A towering epic among towering epics, the title track is a 16-minute glimpse of what this band are truly capable of doing. Giddy on prog-rock spirit but still locked into the heavy metal matrix, this is still blackened death metal, but with the usual restrictions put to the flame. Melodically florid, albeit when it isn't taking people's scalps off, it also reveals a more cinematic and texturally rich side to ADON's sound. A mid-song meander through strange, psychedelic realms (with bonus woodwind) is lethally effective and leads into another sustained burst of pristine prog extremity and wind-whipped, black metal grandeur. "Adon" is a brilliant, brilliant thing, and worth the admission fee on its own.
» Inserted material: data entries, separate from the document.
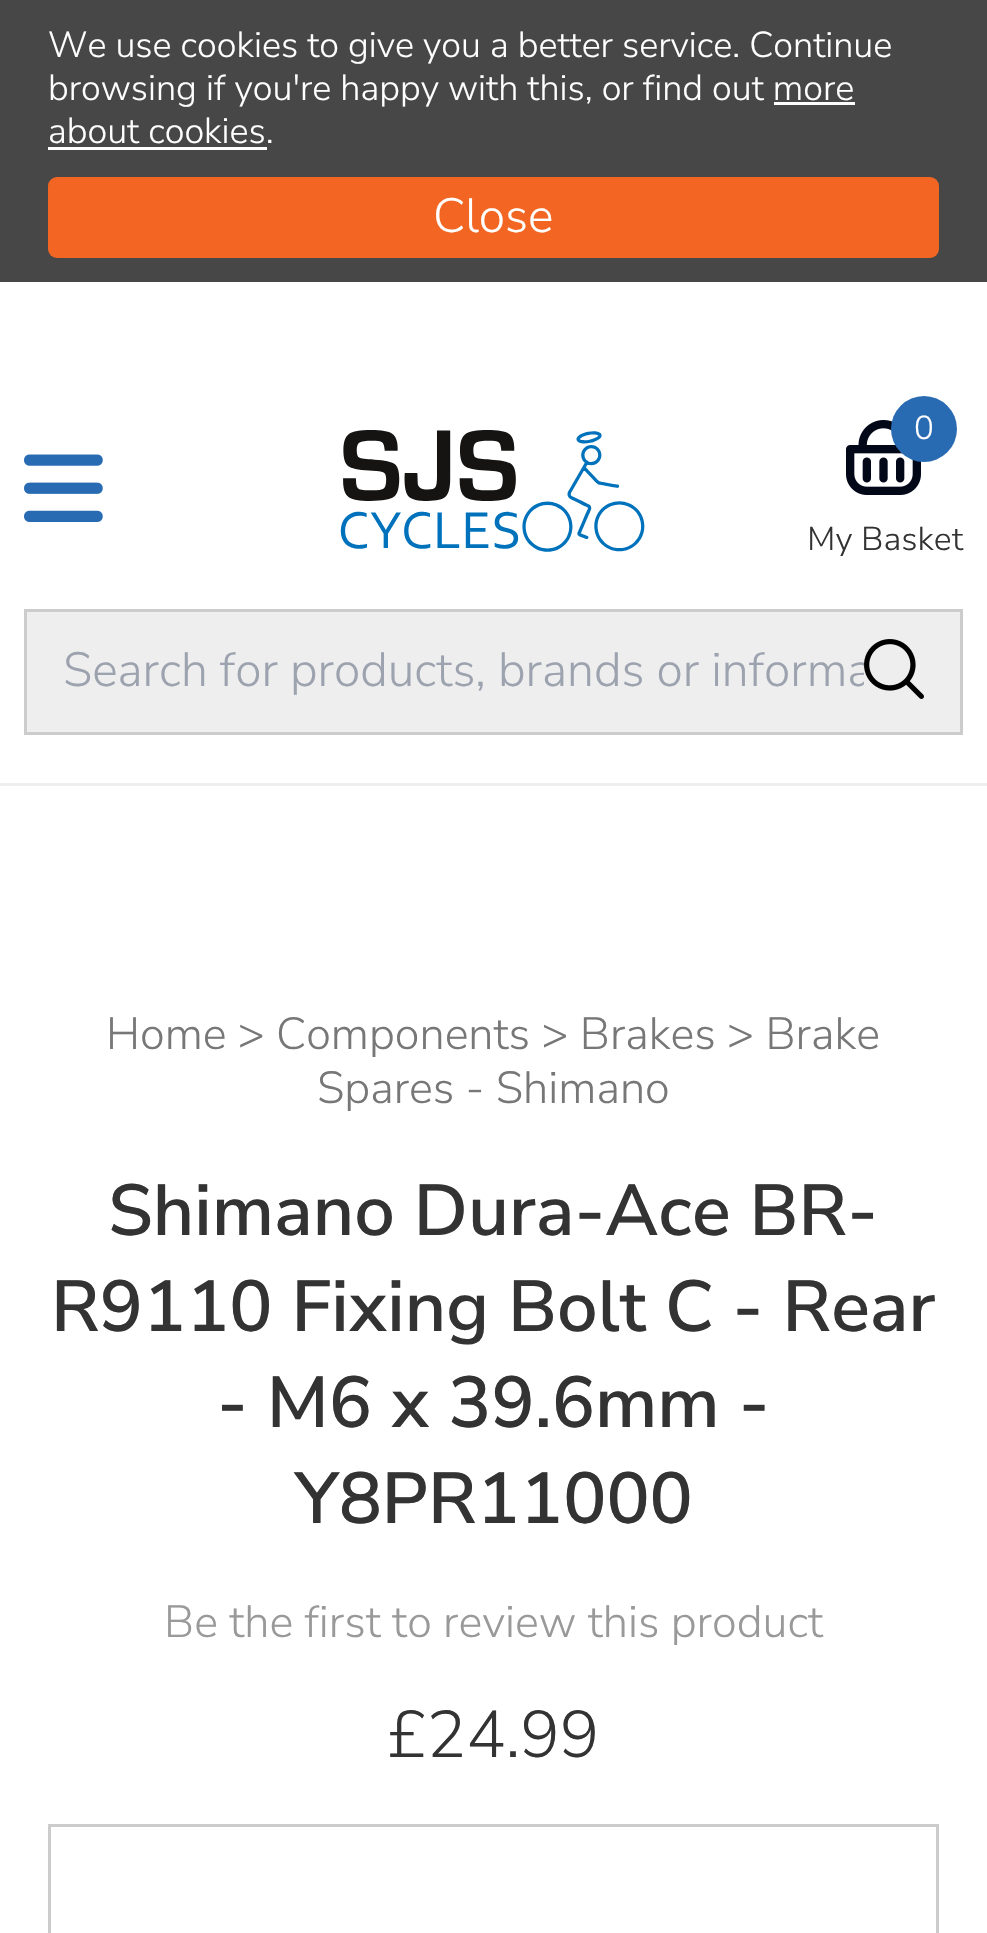 void draw(SkCanvas* canvas) {
  SkPaint paint;
  paint.setAntiAlias(true);
  auto face = [&](const char* family, int weight, float size, bool italic = false) {
    SkFontStyle style(weight, SkFontStyle::kNormal_Width,
      italic ? SkFontStyle::kItalic_Slant : SkFontStyle::kUpright_Slant);
    SkFont result(fontMgr->matchFamilyStyle(family, style), size);
    result.setSubpixel(true);
    return result;
  };
  auto paste = [&](const char* path, float x, float y, float w, float h) {
    auto image = SkImages::DeferredFromEncodedData(SkData::MakeFromFileName(path));
    canvas->drawImageRect(image, SkRect::MakeXYWH(x, y, w, h), SkSamplingOptions());
  };
  canvas->clear(0xffffffff);
  {
    const struct { float x, y, w, h; SkColor color; } items[] = {
      {0, 0, 987, 282, 0xff474747},
      {774, 102, 81, 3, 0xffffffff},
      {48, 147, 219, 3, 0xffffffff},
    };
    for (auto [x, y, w, h, color] : items) {
      paint.setColor(color);
      canvas->drawRect(SkRect::MakeXYWH(x, y, w, h), paint);
    }
  }
  paint.setColor(0xfff26522);
  canvas->drawRoundRect(SkRect::MakeXYWH(48, 177, 891, 81), 9, 9, paint);
  paint.setColor(0xffeeeeee);
  canvas->drawRect(SkRect::MakeXYWH(0, 783, 987, 3), paint);
  paste("img/1.png", 24, 454, 79, 68);
  paste("img/2.png", 340, 430, 305, 122);
  paste("img/3.png", 846, 420, 75, 75);
  paint.setColor(0xff296bb2);
  canvas->drawCircle(924, 429, 33, paint);
  paint.setColor(0xffeeeeee);
  canvas->drawRect(SkRect::MakeXYWH(25.5f, 610.5f, 936, 123), paint);
  paint.setStroke(true);
  paint.setStrokeWidth(3);
  paint.setColor(0xffcccccc);
  canvas->drawRect(SkRect::MakeXYWH(25.5f, 610.5f, 936, 123), paint);
  paste("img/4.png", 864, 639, 60, 60);
  canvas->drawRect(SkRect::MakeXYWH(49.5f, 1825.5f, 888, 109), paint);
  auto f0 = face("Nunito Sans", 300, 36);
  paint.setStroke(false);
  paint.setColor(0xffffffff);
  {
    const struct { const char* s; float x, y; } items[] = {
      {"We use cookies to give you a better service. Continue", 48, 57},
      {"browsing if you're happy with this, or find out more", 48, 100},
      {"about cookies.", 48, 143},
    };
    for (auto [s, x, y] : items) {
      canvas->drawString(s, x, y, f0, paint);
    }
  }
  auto f1 = face("Nunito Sans", 300, 48);
  canvas->drawString("Close", 433, 232, f1, paint);
  auto f2 = face("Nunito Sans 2", 300, 33);
  canvas->drawString("0", 914, 439, f2, paint);
  paint.setColor(0xff333333);
  canvas->drawString("My Basket", 807, 550, f2, paint);
  canvas->save();
  canvas->clipRect(SkRect::MakeXYWH(63, 639, 801, 66));
  paint.setColor(0xff9ca3af);
  canvas->drawString("Search for products, brands or informa", 63, 686, f1, paint);
  canvas->restore();
  auto f3 = face("Nunito Sans", 300, 45);
  paint.setColor(0xff777777);
  canvas->drawString("Home > Components > Brakes > Brake", 106, 1049, f3, paint);
  canvas->drawString("Spares - Shimano", 317, 1103, f3, paint);
  auto f4 = face("Nunito Sans", 600, 72);
  paint.setColor(0xff333333);
  {
    const struct { const char* s; float x, y; } items[] = {
      {"Shimano Dura-Ace BR-", 108, 1235},
      {"R9110 Fixing Bolt C - Rear", 51, 1331},
      {"- M6 x 39.6mm -", 217, 1427},
      {"Y8PR11000", 295, 1523},
    };
    for (auto [s, x, y] : items) {
      canvas->drawString(s, x, y, f4, paint);
    }
  }
  paint.setColor(0xff999999);
  canvas->drawString("Be the first to review this product", 164, 1637, f3, paint);
  auto f5 = face("Nunito Sans", 300, 66);
  paint.setColor(0xff333333);
  canvas->drawString("£24.99", 387, 1757, f5, paint);
}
Songs like the mysterious, mid-paced "Azimuth" and intergalactic blast-off "Axiom" add some necessary meat to this album's sturdy bones, but ADON are at their most devastating when plunging delightedly into indulgence. The closing "Æon" is the other miraculous exhibit here: a second long-form nightmare, with even more hands-to-the-sky opulence and a MORBID ANGEL-esque sense of malevolent scale, it is both achingly beautiful and profoundly unsettling.

Despite emerging from nowhere, ADON exude authority and frequently sound exactly like the band metal fans of a certain disposition have been looking for. ADON are sworn to the black, and custom-designed for glory. One of the strongest debut albums of the year, clearly.